+++ Excerpted data

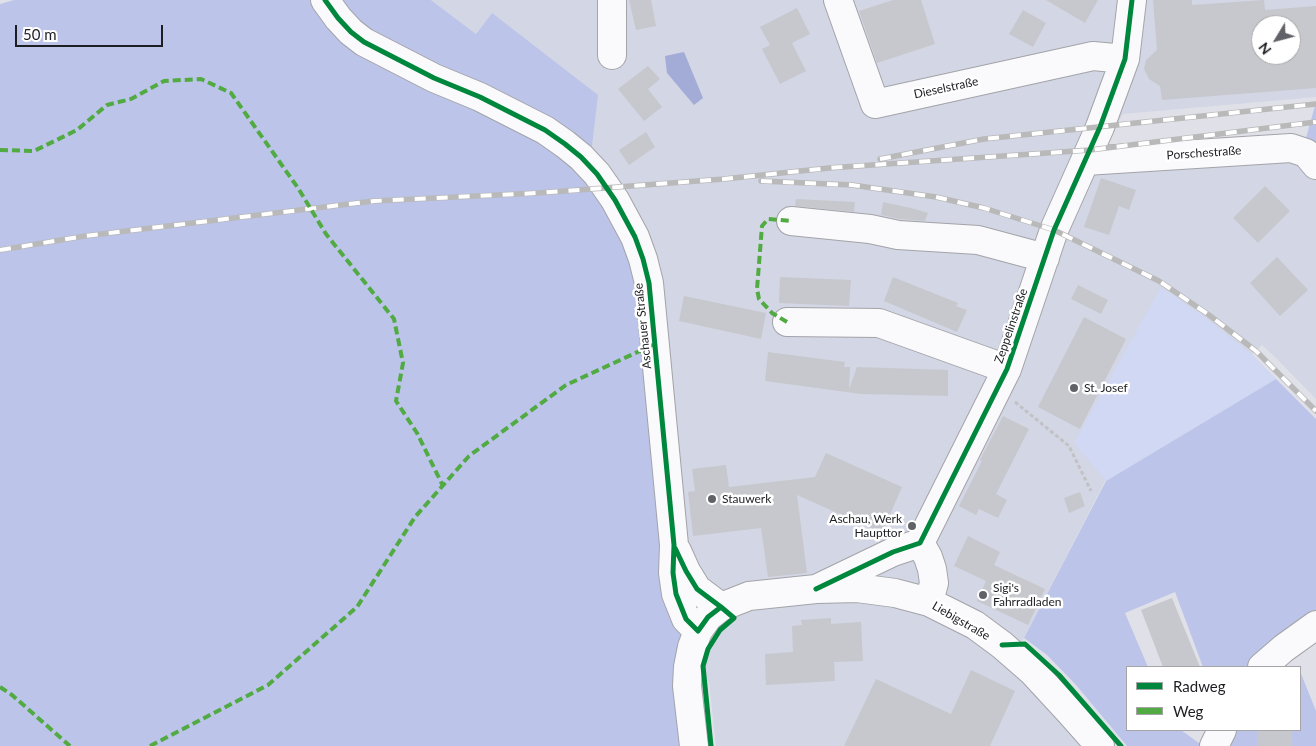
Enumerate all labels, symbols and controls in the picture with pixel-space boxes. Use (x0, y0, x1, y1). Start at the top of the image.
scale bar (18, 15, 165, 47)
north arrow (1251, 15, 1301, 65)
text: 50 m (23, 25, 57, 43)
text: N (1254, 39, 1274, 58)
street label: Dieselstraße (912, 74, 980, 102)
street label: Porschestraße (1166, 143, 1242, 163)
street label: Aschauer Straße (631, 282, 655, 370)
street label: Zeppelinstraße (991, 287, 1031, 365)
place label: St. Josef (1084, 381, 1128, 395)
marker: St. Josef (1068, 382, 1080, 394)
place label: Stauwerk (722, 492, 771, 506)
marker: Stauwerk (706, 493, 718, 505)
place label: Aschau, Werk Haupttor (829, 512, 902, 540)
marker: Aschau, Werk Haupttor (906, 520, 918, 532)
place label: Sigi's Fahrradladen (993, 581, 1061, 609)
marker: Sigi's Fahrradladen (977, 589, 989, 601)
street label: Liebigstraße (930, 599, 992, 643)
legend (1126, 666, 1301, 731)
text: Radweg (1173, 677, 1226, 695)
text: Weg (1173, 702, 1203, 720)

++++++

### Problem description
Return every line shown above without changing a word, and skip the pictures.

### Result for this exercise
Enumerate all labels, symbols and controls in the picture with pixel-space boxes. Use (x0, y0, x1, y1). Start at the top of the image.
scale bar (18, 15, 165, 47)
north arrow (1251, 15, 1301, 65)
text: 50 m (23, 25, 57, 43)
text: N (1254, 39, 1274, 58)
street label: Dieselstraße (912, 74, 980, 102)
street label: Porschestraße (1166, 143, 1242, 163)
street label: Aschauer Straße (631, 282, 655, 370)
street label: Zeppelinstraße (991, 287, 1031, 365)
place label: St. Josef (1084, 381, 1128, 395)
marker: St. Josef (1068, 382, 1080, 394)
place label: Stauwerk (722, 492, 771, 506)
marker: Stauwerk (706, 493, 718, 505)
place label: Aschau, Werk Haupttor (829, 512, 902, 540)
marker: Aschau, Werk Haupttor (906, 520, 918, 532)
place label: Sigi's Fahrradladen (993, 581, 1061, 609)
marker: Sigi's Fahrradladen (977, 589, 989, 601)
street label: Liebigstraße (930, 599, 992, 643)
legend (1126, 666, 1301, 731)
text: Radweg (1173, 677, 1226, 695)
text: Weg (1173, 702, 1203, 720)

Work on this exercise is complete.